The best answer is the quick sort method, and it doesn’t require additional space. However I can only hope the interviewer doesn’t want you to analyze the time complexity because I myself have trouble understanding it. Anyway, the idea is simple, we simply abandon ‘half’ of the input on every recursion and stop when we find it. The key is the three_way_partition
method, it handles duplicates and it’s easy to implement, for example:
k = 3, nums = [5, 4, 1, 1, 4, 3, 5, 7]
three way partition, v = 5
[5, 4, 1, 1, 4, 3, 5, 7]
| | |
lt i gt
4<5, swap(lt,i) then lt++, i++
[4, 5, 1, 1, 4, 3, 5, 7]
| | |
lt i gt
1<5, swap(lt,i) then lt++, i++
[4, 1, 5, 1, 4, 3, 5, 7]
| | |
lt i gt
1<5, swap(lt,i) then lt++, i++
[4, 1, 1, 5, 4, 3, 5, 7]
| | |
lt i gt
4<5, swap(lt,i) then lt++, i++
[4, 1, 1, 4, 5, 3, 5, 7]
| | |
lt i gt
3<5, swap(lt,i) then lt++, i++
[4, 1, 1, 4, 3, 5, 5, 7]
| | |
lt i gt
5==5, i++
[4, 1, 1, 4, 3, 5, 5, 7]
| /\
lt i gt
7>5, swap(gt,i), then gt--
[4, 1, 1, 4, 3, 5, 5, 7]
| | |
lt gt i
i > gt, break, return [5, 6]
This is the first iteration of three way partition, we found that since k==3, length-k==5, it’s between [5,6] so we found the kth largest item. if k>3, we just repeat above step within [0,4], aka the left side else we search the right side.
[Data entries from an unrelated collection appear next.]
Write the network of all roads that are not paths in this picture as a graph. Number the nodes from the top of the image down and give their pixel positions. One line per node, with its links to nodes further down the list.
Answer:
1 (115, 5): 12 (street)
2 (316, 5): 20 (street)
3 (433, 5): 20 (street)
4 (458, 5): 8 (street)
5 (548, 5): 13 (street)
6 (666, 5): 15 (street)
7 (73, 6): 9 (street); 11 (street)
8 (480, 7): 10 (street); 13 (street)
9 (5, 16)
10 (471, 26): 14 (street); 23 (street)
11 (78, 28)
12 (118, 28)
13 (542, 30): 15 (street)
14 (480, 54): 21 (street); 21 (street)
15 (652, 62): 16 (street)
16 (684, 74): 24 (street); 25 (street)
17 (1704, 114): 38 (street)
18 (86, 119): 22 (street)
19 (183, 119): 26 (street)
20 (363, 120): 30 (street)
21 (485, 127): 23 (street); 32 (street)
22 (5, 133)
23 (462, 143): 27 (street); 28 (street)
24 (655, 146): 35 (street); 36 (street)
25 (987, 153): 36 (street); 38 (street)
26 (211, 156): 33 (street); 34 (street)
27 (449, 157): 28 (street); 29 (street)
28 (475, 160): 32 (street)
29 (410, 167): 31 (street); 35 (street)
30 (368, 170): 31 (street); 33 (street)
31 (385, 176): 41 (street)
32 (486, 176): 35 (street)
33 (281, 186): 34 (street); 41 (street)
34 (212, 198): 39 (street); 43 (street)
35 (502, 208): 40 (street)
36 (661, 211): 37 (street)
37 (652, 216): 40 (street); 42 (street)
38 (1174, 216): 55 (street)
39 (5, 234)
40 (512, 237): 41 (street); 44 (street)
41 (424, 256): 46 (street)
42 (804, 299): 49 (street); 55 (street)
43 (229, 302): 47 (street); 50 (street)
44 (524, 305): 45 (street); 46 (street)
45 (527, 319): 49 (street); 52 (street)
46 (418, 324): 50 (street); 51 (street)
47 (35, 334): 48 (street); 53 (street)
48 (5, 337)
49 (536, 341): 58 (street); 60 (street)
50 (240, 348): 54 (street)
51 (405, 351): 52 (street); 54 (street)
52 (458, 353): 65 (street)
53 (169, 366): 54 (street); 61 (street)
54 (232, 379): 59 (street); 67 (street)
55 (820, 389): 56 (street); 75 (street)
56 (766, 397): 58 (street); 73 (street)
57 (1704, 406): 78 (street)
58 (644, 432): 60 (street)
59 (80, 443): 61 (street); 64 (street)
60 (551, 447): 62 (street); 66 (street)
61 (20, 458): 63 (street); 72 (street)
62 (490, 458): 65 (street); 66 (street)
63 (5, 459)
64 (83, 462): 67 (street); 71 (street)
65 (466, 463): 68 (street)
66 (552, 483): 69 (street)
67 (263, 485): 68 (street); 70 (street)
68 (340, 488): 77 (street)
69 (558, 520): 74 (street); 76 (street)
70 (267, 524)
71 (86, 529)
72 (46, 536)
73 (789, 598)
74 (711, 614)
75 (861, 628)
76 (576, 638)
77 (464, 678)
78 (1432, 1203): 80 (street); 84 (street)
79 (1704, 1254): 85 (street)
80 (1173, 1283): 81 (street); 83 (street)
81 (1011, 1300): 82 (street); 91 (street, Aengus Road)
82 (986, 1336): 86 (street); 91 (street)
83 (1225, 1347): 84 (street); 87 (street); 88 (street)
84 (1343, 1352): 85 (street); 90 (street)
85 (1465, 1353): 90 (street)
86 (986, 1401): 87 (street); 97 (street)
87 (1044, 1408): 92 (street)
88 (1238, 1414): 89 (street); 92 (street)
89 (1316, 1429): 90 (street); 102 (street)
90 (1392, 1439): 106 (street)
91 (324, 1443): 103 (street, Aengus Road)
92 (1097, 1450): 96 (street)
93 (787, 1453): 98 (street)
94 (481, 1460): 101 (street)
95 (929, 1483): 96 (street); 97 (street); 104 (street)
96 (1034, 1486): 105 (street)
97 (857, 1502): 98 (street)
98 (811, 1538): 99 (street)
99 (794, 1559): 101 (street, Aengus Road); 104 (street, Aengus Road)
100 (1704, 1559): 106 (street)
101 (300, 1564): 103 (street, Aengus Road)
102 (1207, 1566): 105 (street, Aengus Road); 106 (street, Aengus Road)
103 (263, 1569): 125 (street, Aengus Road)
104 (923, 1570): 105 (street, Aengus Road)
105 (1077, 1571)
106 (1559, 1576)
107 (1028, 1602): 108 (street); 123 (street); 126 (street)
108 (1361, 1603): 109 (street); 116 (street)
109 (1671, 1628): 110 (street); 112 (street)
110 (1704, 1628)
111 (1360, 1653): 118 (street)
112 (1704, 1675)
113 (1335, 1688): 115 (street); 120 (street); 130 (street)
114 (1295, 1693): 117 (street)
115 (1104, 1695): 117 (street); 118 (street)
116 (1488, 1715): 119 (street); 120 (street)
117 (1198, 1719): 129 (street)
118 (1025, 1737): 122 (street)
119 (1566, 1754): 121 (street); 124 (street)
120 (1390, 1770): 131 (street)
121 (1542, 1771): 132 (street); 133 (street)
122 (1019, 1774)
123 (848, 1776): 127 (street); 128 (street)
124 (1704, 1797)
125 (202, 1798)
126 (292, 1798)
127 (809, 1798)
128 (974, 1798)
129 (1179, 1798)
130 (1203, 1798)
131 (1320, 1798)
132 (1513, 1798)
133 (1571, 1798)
def find_kth_largest(nums, k)
nums.shuffle!
helper(nums, 0, nums.length-1, k)
end
def helper(nums, lo, hi, k)
left, right = three_way_partition(nums, lo, hi)
pos = nums.length-k
if pos < left
helper(nums, lo, left-1, k)
elsif pos > right
helper(nums, right+1, hi, k)
else
nums[left]
end
end
def three_way_partition(nums, lo, hi)
i, lt, gt, v = lo+1, lo, hi, nums[lo]
while i <= gt
if nums[i] > v
swap(nums, i, gt)
gt -= 1
elsif nums[i] < v
swap(nums, i, lt)
i += 1
lt += 1
else
i += 1
end
end
[lt, gt]
end
def swap(nums, i, j)
nums[i], nums[j] = nums[j], nums[i]
end
There are some other gimmick questions, like what if we can’t load all the numbers into memory at once. Min heap is a good answer since it only has O(k)
space requirement. Anyway knowing all this should help you regardless.